When my Dad went to work at Beechcraft, he looked at the proximity of the house on Byrd Street to the Beechcraft Plant Number 1 and bought a one bedroom house on a 1/4 acre lot. If you stood on the front edge of the driveway, you could see the gate where most of the people used to enter the plant. If you looked east, you could see about 1/4 mile square of parking lot where the employees parked. For about 1/2 hour in the morning and 1/2 hour at 3:30 PM you weren't safe out on the streets near our house. In fact, the school got out at 3:15 to give us a chance to get home safely.
Add a 2 story addition on the back and add four children and you have the house my parents owned until they finally moved to the Lake by Rodgers, Arkansas in the 70's. Dad even made the concrete blocks the addition sat on. He bought a block maker and mixed the concrete in a portable mixer to make a couple of blocks at a time. I know that a neighbor had a block maker and I'm pretty sure that he bought one of two that dad owned. Dad built to the standards of the day and by today's requirements that house was pretty primitive. No central air or heat, linoleum floors and hard pressed asbestos impregnated siding. There wasn't anything like a storm door on most of the windows and wooden porches adorned the outside.
A lot of my neighborhood had BeechCraft workers through the 40's and most of it went to hell in the 50's as the newly affluent workers moved to new suburbs springing up around Wichita. I'm pretty sure that there were more mobile homes than houses and after they moved the salvaged Beechwood houses in, there were more apartments than mobile homes. There were a few people that had bought early in the neighborhood that held on to their first homes like they were on a life raft of Oakies and Arkies. At the first hint of prosperity, even they would flee like rats off a sinking ship.
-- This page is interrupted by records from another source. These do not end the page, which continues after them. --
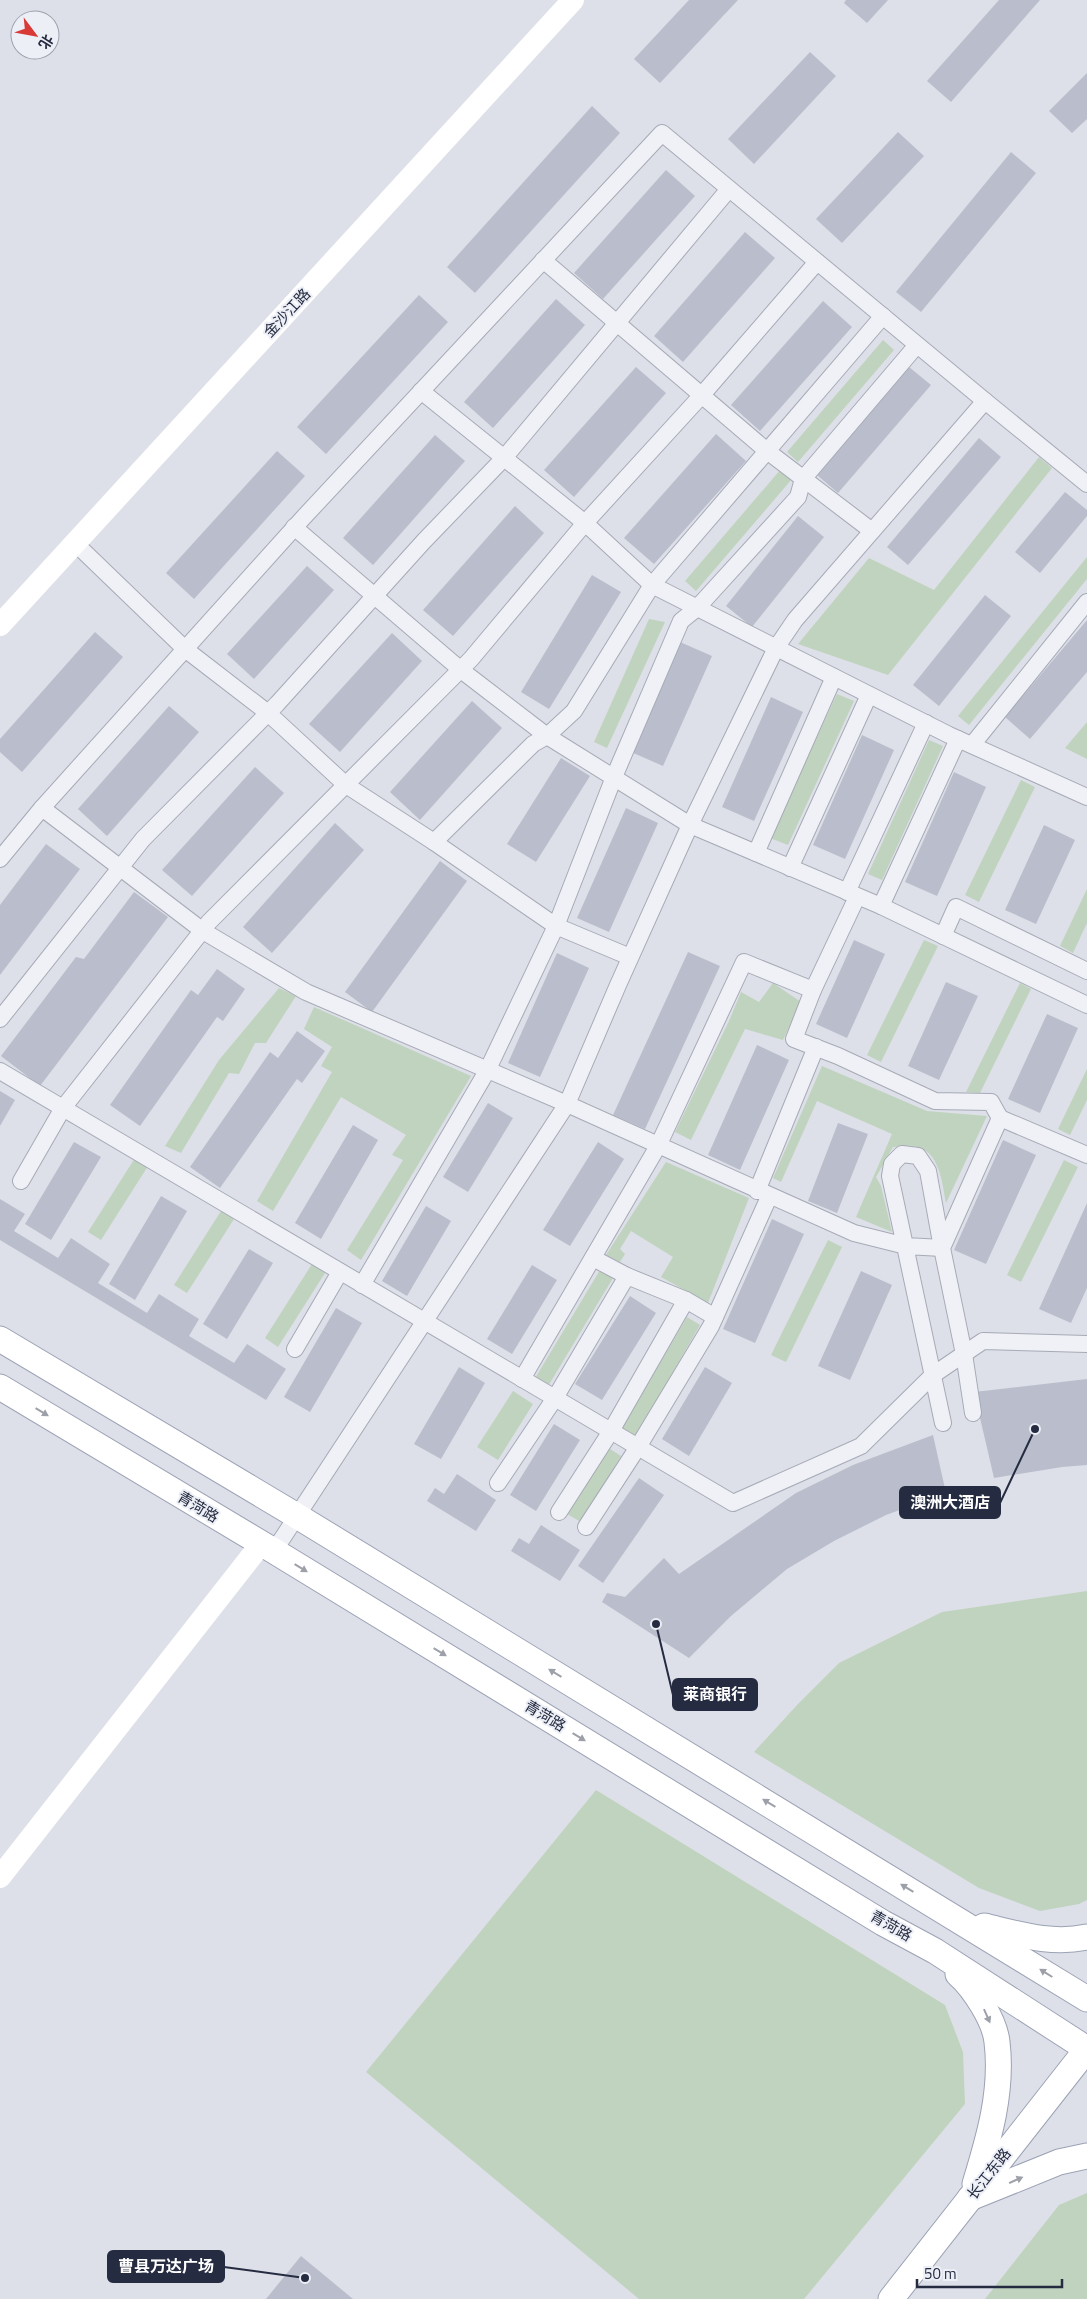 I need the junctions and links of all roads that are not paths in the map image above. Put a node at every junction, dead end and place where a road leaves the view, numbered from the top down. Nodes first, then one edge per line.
1 (573, 0) edge
2 (729, 189) junction
3 (543, 260) junction
4 (817, 262) junction
5 (883, 316) junction
6 (616, 322) junction
7 (917, 345) junction
8 (421, 391) junction
9 (701, 396) junction
10 (985, 401) junction
11 (767, 451) junction
12 (504, 458) junction
13 (803, 479) junction
14 (1087, 484) edge
15 (585, 523) junction
16 (294, 528) junction
17 (872, 531) junction
18 (75, 544) junction
19 (652, 585) junction
20 (375, 596) junction
21 (1087, 602) edge
22 (697, 608) junction
23 (0, 625) edge
24 (776, 648) junction
25 (185, 649) junction
26 (460, 670) junction
27 (834, 677) junction
28 (869, 694) junction
29 (268, 714) junction
30 (926, 723) junction
31 (547, 736) junction
32 (965, 742) junction
33 (614, 777) junction
34 (346, 785) junction
35 (1087, 797) edge
36 (42, 808) junction
37 (690, 825) junction
38 (434, 842) junction
39 (756, 853) junction
40 (0, 859) edge
41 (120, 868) junction
42 (790, 868) junction
43 (852, 894) junction
44 (881, 906) junction
45 (556, 926) junction
46 (203, 930) junction
47 (943, 936) junction
48 (630, 957) junction
49 (1087, 971) edge
50 (813, 990) junction
51 (1087, 1005) edge
52 (0, 1019) edge
53 (816, 1047) junction
54 (0, 1071) edge
55 (487, 1071) junction
56 (567, 1104) junction
57 (63, 1108) junction
58 (1000, 1118) junction
59 (658, 1146) junction
60 (1087, 1155) edge
61 (21, 1181) dead end
62 (763, 1194) junction
63 (906, 1246) junction
64 (942, 1248) junction
65 (593, 1258) junction
66 (340, 1272) junction
67 (627, 1276) junction
68 (362, 1285) junction
69 (686, 1300) junction
70 (715, 1317) junction
71 (424, 1322) junction
72 (0, 1339) edge
73 (1087, 1344) edge
74 (295, 1349) dead end
75 (964, 1354) junction
76 (933, 1375) junction
77 (522, 1379) junction
78 (0, 1387) edge
79 (554, 1398) junction
80 (973, 1413) dead end
81 (943, 1423) dead end
82 (611, 1431) junction
83 (638, 1447) junction
84 (498, 1483) dead end
85 (560, 1512) dead end
86 (297, 1516) junction
87 (586, 1527) dead end
88 (268, 1548) junction
89 (0, 1877) edge
90 (960, 1920) junction
91 (1087, 1937) edge
92 (935, 1951) junction
93 (1087, 1999) edge
94 (1087, 2049) edge
95 (1087, 2156) edge
96 (970, 2198) junction
97 (891, 2299) edge

1 - 18 street, 金沙江路
2 - 3 street
2 - 4 street
2 - 6 street
3 - 6 street
3 - 8 street
4 - 5 street
4 - 9 street
5 - 7 street
5 - 11 street
6 - 9 street
6 - 12 street
7 - 10 street
7 - 13 street
8 - 12 street
8 - 16 street
9 - 11 street
9 - 15 street
10 - 14 street
10 - 17 street
11 - 13 street
11 - 19 street
12 - 15 street
12 - 20 street
13 - 17 street
13 - 22 street
15 - 19 street
15 - 26 street
16 - 20 street
16 - 25 street
17 - 24 street
18 - 23 street, 金沙江路
18 - 25 street
19 - 22 street
19 - 31 street
20 - 26 street
20 - 29 street
21 - 32 street
22 - 24 street
22 - 33 street
24 - 27 street
24 - 37 street
25 - 29 street
25 - 36 street
26 - 31 street
26 - 34 street
27 - 28 street
27 - 39 street
28 - 30 street
28 - 42 street
29 - 34 street
29 - 41 street
30 - 32 street
30 - 43 street
31 - 33 street
31 - 38 street
32 - 35 street
32 - 44 street
33 - 37 street
33 - 45 street
34 - 38 street
34 - 46 street
36 - 40 street
36 - 41 street
37 - 39 street
37 - 48 street
38 - 45 street
39 - 42 street
41 - 46 street
41 - 52 street
42 - 43 street
43 - 44 street
43 - 50 street
44 - 47 street
45 - 48 street
45 - 55 street
46 - 55 street
46 - 57 street
47 - 49 street
47 - 51 street
48 - 56 street
50 - 53 street
50 - 59 street
53 - 58 street
53 - 62 street
54 - 57 street
55 - 56 street
55 - 68 street
56 - 59 street
56 - 71 street
57 - 61 street
57 - 66 street
58 - 60 street
58 - 64 street
59 - 62 street
59 - 65 street
62 - 63 street
62 - 70 street
63 - 64 street
63 - 64 street
63 - 76 street
64 - 75 street
65 - 67 street
65 - 77 street
66 - 68 street
66 - 74 street
67 - 69 street
67 - 79 street
68 - 71 street
69 - 70 street
69 - 82 street
70 - 83 street
71 - 77 street
71 - 86 street
72 - 86 main road
73 - 75 street
75 - 76 street
75 - 80 street
76 - 81 street
76 - 83 street
77 - 79 street
78 -> 88 main road, 青菏路
79 - 82 street
79 - 84 street
82 - 83 street
82 - 85 street
83 - 87 street
86 - 88 street
90 -> 86 main road
88 - 89 street
88 -> 92 main road, 青菏路
90 - 91 main road
93 -> 90 main road
92 - 94 main road, 青菏路
92 -> 96 main road
94 - 96 main road, 长江东路
96 -> 95 main road
96 - 97 main road, 长江东路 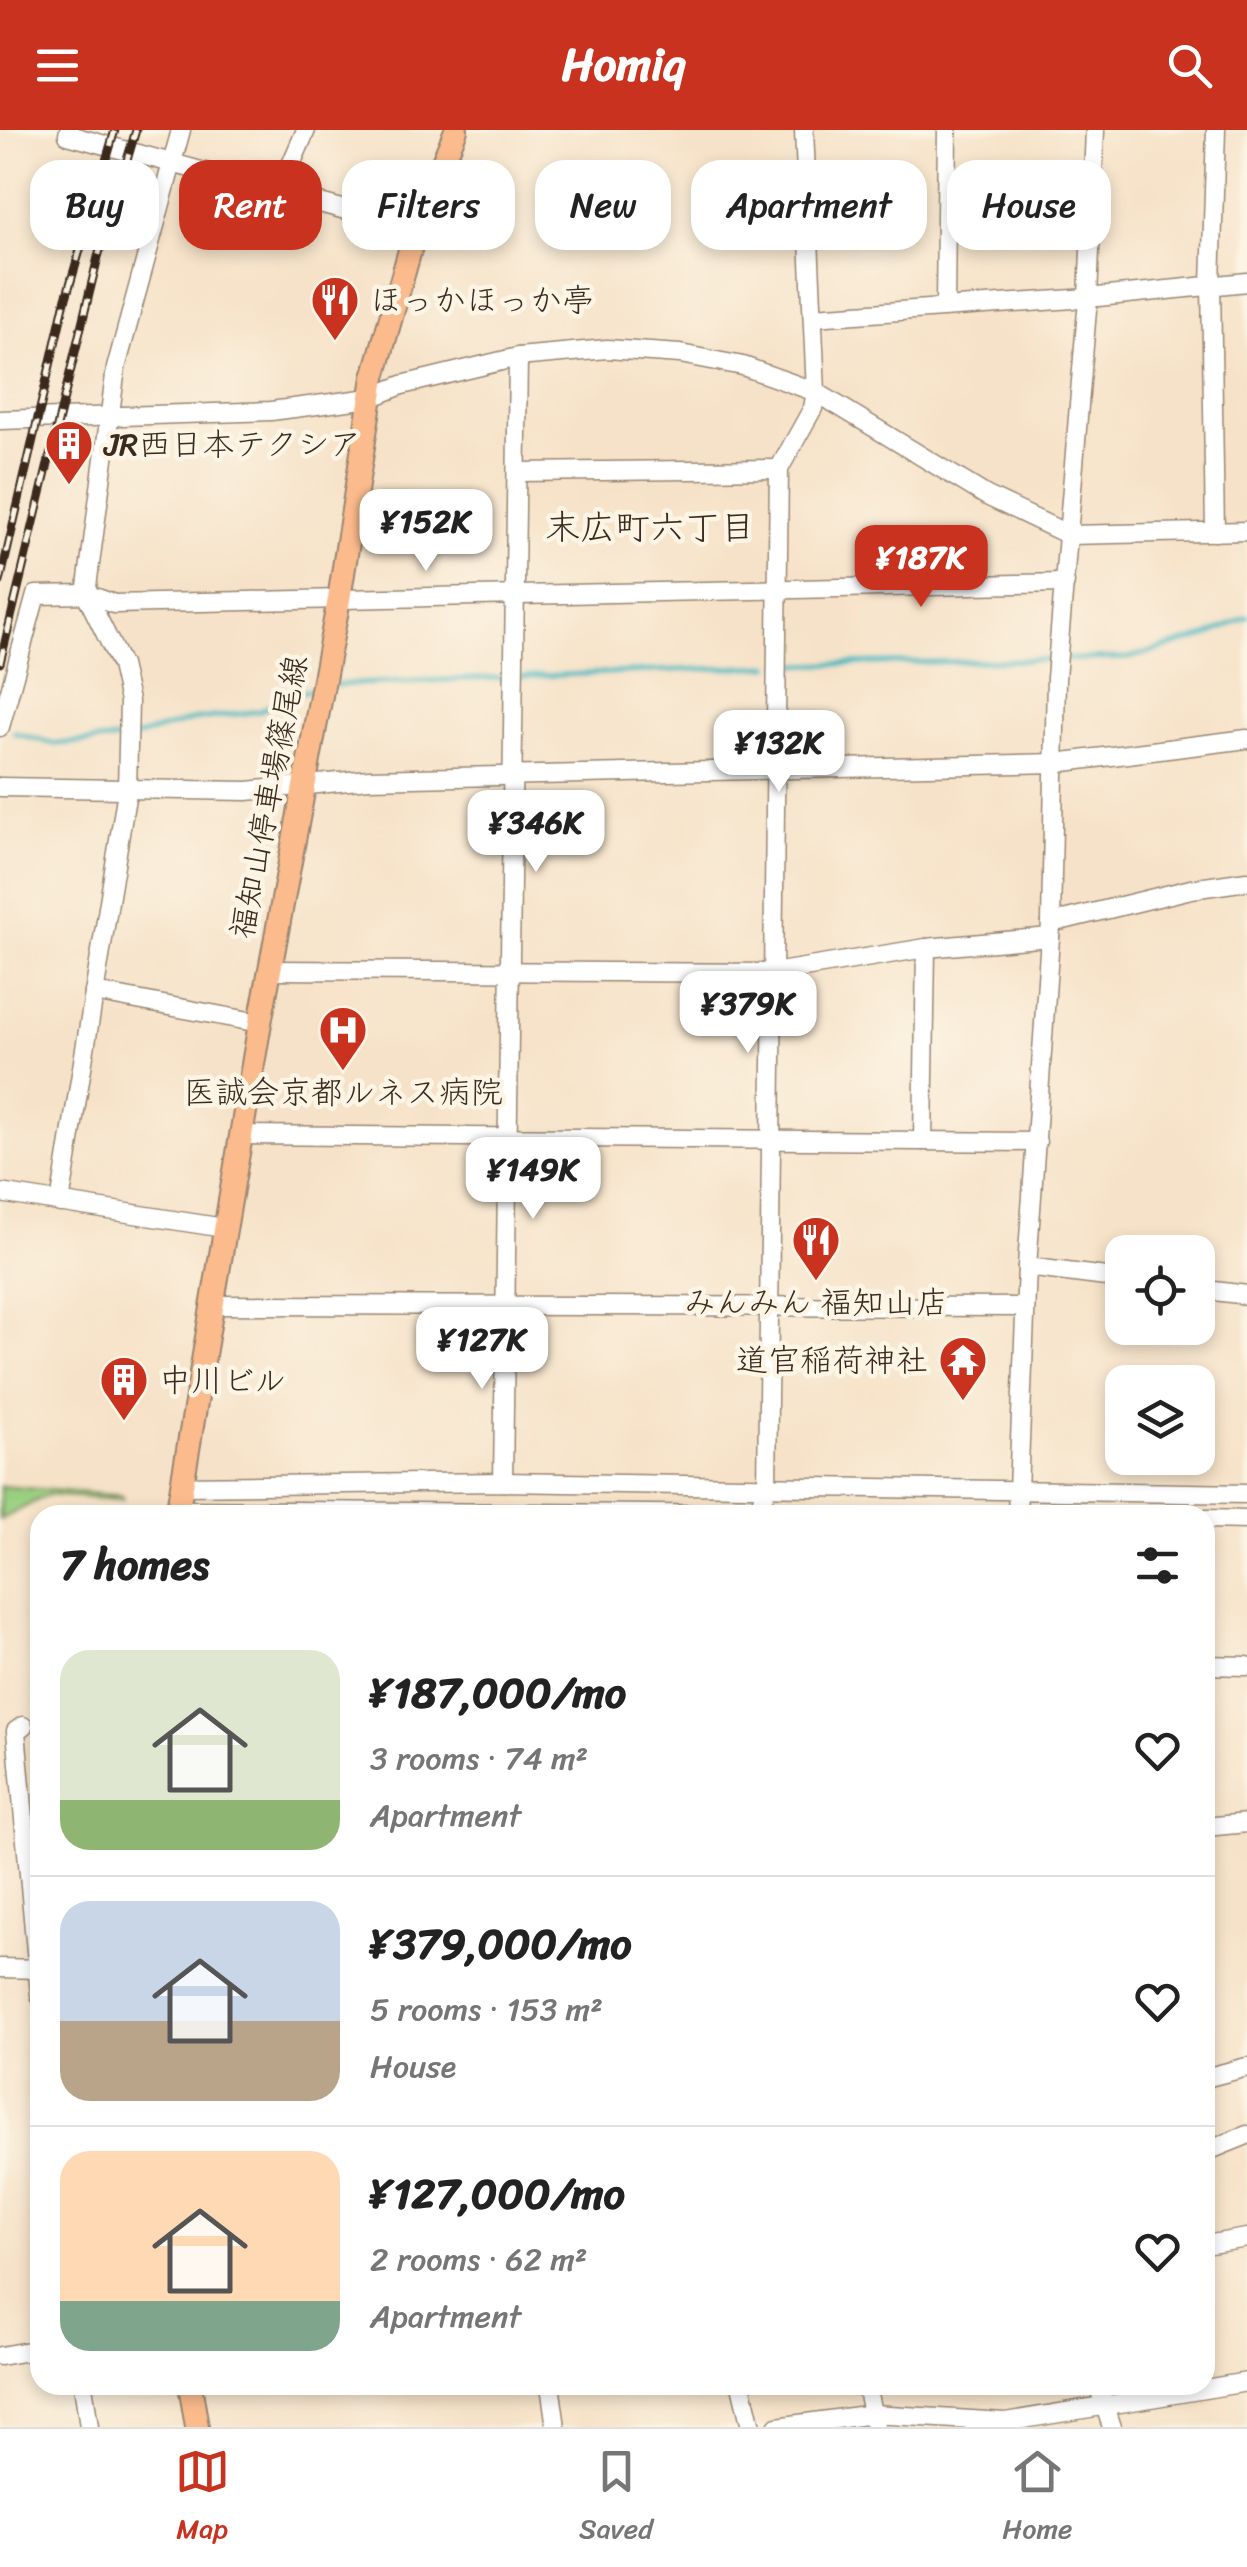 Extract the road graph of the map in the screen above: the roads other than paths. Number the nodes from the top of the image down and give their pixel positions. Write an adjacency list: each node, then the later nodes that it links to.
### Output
1 (69, 130): 11 (street)
2 (181, 130): 11 (street)
3 (306, 130): 9 (street)
4 (456, 130): 10 (main road, 福知山停車場篠尾線)
5 (804, 130): 18 (street)
6 (947, 130): 17 (street)
7 (1095, 130): 16 (street)
8 (1216, 130): 15 (street)
9 (293, 160)
10 (444, 160)
11 (170, 163): 12 (street); 22 (street)
12 (179, 165)
13 (411, 250): 21 (main road, 福知山停車場篠尾線)
14 (1247, 282): 15 (street)
15 (1211, 284): 16 (street); 26 (street)
16 (1088, 298): 17 (street); 28 (street)
17 (944, 306): 18 (street)
18 (813, 317): 20 (street)
19 (518, 357): 20 (street); 21 (street); 25 (street)
20 (816, 392): 24 (street); 28 (street)
21 (370, 398): 22 (street); 33 (main road, 福知山停車場篠尾線)
22 (109, 418): 23 (street); 31 (street)
23 (0, 420)
24 (778, 469): 25 (street); 30 (street)
25 (518, 472): 32 (street)
26 (1215, 532): 27 (street); 28 (street)
27 (1247, 532)
28 (1069, 535): 29 (street)
29 (1065, 583): 30 (street); 36 (street)
30 (776, 591): 32 (street); 37 (street)
31 (86, 594): 33 (street); 34 (street); 41 (street)
32 (514, 595): 33 (street); 38 (street)
33 (339, 599): 39 (main road, 福知山停車場篠尾線)
34 (0, 727)
35 (1247, 739): 36 (street)
36 (1056, 762): 37 (street); 43 (street)
37 (774, 772): 38 (street); 47 (street)
38 (514, 778): 39 (street); 46 (street)
39 (305, 784): 41 (street); 45 (main road, 福知山停車場篠尾線)
40 (0, 787): 41 (street)
41 (128, 791): 48 (street)
42 (1247, 881): 43 (street)
43 (1050, 930): 44 (street); 54 (street)
44 (926, 948): 47 (street); 53 (street)
45 (269, 970): 46 (street); 49 (main road, 福知山停車場篠尾線)
46 (511, 971): 47 (street); 51 (street)
47 (773, 973): 52 (street)
48 (94, 992): 49 (street); 56 (street)
49 (260, 1023): 50 (main road, 福知山停車場篠尾線)
50 (241, 1135): 51 (street); 57 (main road, 福知山停車場篠尾線)
51 (511, 1138): 52 (street); 63 (street)
52 (770, 1140): 53 (street); 64 (street)
53 (923, 1141): 54 (street)
54 (1037, 1142): 58 (street)
55 (0, 1193): 56 (street)
56 (60, 1203): 57 (street)
57 (224, 1228): 62 (main road, 福知山停車場篠尾線)
58 (1027, 1267): 59 (street); 65 (street)
59 (1105, 1277)
60 (1215, 1290): 61 (street)
61 (1247, 1295)
62 (211, 1305): 63 (street); 71 (main road, 福知山停車場篠尾線)
63 (508, 1305): 64 (street); 66 (street)
64 (767, 1307): 65 (street); 68 (street)
65 (1026, 1307): 69 (street)
66 (503, 1482): 67 (street); 68 (street)
67 (448, 1484): 71 (street); 73 (street)
68 (767, 1487): 69 (street); 74 (street)
69 (1018, 1488): 70 (street); 75 (street)
70 (1247, 1494)
71 (178, 1504): 72 (street)
72 (208, 1505)
73 (447, 1505)
74 (760, 1505)
75 (1017, 1505)
76 (1215, 1519): 77 (street)
77 (1247, 1520)
78 (1215, 1665): 79 (street)
79 (1247, 1666)
80 (13, 1727): 83 (street)
81 (1247, 1823): 82 (street)
82 (1215, 1826)
83 (30, 1885)
84 (0, 1968): 85 (street)
85 (30, 1969)
86 (1247, 2067): 87 (street)
87 (1215, 2075)
88 (1247, 2135): 89 (street)
89 (1215, 2148)
90 (1247, 2238): 91 (street)
91 (1215, 2243)
92 (30, 2352): 93 (street)
93 (0, 2356)
94 (1247, 2382): 95 (street)
95 (1215, 2390)
96 (84, 2395): 104 (street)
97 (191, 2395): 105 (main road)
98 (551, 2395): 106 (street)
99 (744, 2395): 107 (street)
100 (868, 2395): 103 (street)
101 (1197, 2395): 102 (street)
102 (1109, 2418): 103 (street)
103 (874, 2421): 108 (street)
104 (89, 2427)
105 (196, 2427)
106 (556, 2427)
107 (752, 2427)
108 (777, 2427)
On the south end of Byrd street, there were two teachers, two custodians for schools, and a whole host of people either in or in a related job to the Aircraft industry. The street as always filled to capacity with the children of the Baby Boom. Born in the era of no television, we all played outside and there were fewer shoes on a ball field than ball gloves.
One of these days I am going to put all the pieces of the story together and write about Ronny, Denny, MUD, NewGene (Eugene), Assie, Harvey, Gary, Larry, Wayne, John and Whitney. Sadly, three of these guys went early in life and not because of the Vietnam War. One of my friends in this list served as a rifleman for three tours in Nam and died in a traffic accident in Southern California.
More to come...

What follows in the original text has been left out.